The Java project is located under the prior_probabilities_and_index_generation folder. This folder contains 4 Java classes: EntityInOutRelationCounter.java, PriorProbabilityCalculation.java, LuceneIndexCreation.java and Helpers.java.

  1. Helpers.java - contains helpful methods used by the other classes.
  2. EntityInOutRelationCounter.java - counts the in and out going edges by iterating through all the Wikidata items and going though their relations and properties. (Output: vertex-degree-hash-map.ser)
  3. PriorProbabilityCalculation.java - uses the number of Wikidata sitelinks as the second part of the prior probability. (Output: prior-probability-hash-map.ser)
  4. LuceneIndexCreation.java - This step relies on the previous two steps, because while generating the index of surface forms, the prior probabilities are used to store them alongside the surface forms.
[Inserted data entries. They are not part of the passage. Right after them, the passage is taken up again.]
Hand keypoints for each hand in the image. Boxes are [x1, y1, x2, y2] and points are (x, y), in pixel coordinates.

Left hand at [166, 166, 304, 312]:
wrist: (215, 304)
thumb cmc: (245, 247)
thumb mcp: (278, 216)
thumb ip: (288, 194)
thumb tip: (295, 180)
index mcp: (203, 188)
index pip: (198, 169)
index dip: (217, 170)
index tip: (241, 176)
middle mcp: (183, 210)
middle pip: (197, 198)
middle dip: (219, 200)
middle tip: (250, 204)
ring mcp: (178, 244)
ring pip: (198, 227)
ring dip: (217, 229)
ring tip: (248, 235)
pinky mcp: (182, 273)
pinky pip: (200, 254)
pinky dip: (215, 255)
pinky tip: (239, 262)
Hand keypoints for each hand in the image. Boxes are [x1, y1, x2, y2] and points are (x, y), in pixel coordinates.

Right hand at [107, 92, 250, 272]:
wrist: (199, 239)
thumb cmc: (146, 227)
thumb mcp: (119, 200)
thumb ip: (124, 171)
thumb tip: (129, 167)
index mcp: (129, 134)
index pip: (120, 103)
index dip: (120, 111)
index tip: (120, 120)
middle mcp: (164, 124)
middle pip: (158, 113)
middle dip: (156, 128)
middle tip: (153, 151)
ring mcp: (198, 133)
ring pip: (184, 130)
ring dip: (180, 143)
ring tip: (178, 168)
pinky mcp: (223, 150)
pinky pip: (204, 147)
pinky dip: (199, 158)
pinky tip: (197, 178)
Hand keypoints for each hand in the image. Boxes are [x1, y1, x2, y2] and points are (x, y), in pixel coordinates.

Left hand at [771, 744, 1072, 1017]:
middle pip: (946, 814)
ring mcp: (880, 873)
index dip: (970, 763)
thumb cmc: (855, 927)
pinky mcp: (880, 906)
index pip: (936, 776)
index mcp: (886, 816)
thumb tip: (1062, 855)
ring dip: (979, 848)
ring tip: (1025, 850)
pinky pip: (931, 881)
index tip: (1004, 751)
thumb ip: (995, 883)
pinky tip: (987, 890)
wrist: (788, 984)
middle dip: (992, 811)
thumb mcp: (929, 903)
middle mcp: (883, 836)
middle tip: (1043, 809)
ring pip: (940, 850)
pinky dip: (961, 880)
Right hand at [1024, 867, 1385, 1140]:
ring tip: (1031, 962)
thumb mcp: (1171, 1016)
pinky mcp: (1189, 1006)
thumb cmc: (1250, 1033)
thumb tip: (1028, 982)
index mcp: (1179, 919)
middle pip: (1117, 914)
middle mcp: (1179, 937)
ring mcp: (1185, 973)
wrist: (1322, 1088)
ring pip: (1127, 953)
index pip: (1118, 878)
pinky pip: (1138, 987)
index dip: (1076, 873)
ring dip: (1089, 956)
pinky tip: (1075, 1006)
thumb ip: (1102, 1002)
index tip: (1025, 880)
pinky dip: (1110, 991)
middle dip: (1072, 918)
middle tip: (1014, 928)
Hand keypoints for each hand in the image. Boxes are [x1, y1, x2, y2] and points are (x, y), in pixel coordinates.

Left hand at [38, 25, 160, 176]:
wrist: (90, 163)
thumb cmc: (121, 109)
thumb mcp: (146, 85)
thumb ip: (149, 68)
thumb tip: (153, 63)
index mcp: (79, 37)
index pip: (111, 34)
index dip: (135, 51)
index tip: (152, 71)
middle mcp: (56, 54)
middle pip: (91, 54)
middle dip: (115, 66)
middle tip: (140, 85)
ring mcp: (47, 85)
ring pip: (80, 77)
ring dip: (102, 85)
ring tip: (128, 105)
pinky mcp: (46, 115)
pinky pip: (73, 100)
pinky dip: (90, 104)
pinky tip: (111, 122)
Connect the dump file, same as in the Analysis Wiki

The dump file 20170717.json.gz, which is explained in greater detail under the Analysis wiki, should be extracted in the Java Project under the path prior_probabilities_and_index_generation\dumpfiles\wikidatawiki.

Execution of Prior Probability Generation

The EntityInOutRelationCounter.java and the PriorProbabilityCalculation.java can be run on a local machine due to small RAM constraints and they will output their above mentioned result files under prior_probabilities_and_index_generation\results.

Multi Language Support

Before generating the index of surface forms, decide on the language that you prefer and modify the LuceneIndexCreation.java file. This file contains the LANGUAGE variable which is the Wikipedia representation of the language. (e.g. en - English, de - German, fr - French)

Generation of Index of Surface Forms

For the LuceneIndexCreation.java the researchers needs to follow these steps:

  1. (Online) Log into your server and create a directory. (e.g. lucene). Create a sub-folder. (e.g. results) Transfer the prior-probability-hash-map.ser and the vertex-degree-hash-map.ser to this folder.
  2. (Locally) Navigate to \prior_probabilities_and_index_generation
  3. (Locally) Run mvn clean install. (On a console with Maven preinstalled)
  4. (Online) Transfer the locally generated file under \prior_probabilities_and_index_generation\target\prior_probabilities_and_index_generation-0.0.1-SNAPSHOT.jar to your server in a new folder let's say lucene. (e.g. using the pscp command)
  5. (Online) Run the jar file.
    1. (Online) If you don't know how to run the file you can use our already written bash script that does it for you. Transfer the start_index_creation.sh script to the server. This script can be found in the *prior_probabilities_and_index_generation\index_generation_script* folder and should be copied to the lucene folder.
    2. (Online) Run sh start_index_creation.sh to begin the process of index generation. (This script can be modified to the needs of the user. It is a simple bash scripts that executes commands for directory cleaning and creation)
  6. (Online) Done! The index will be generated /lucene/results/wikidatawiki-20170717/lucene.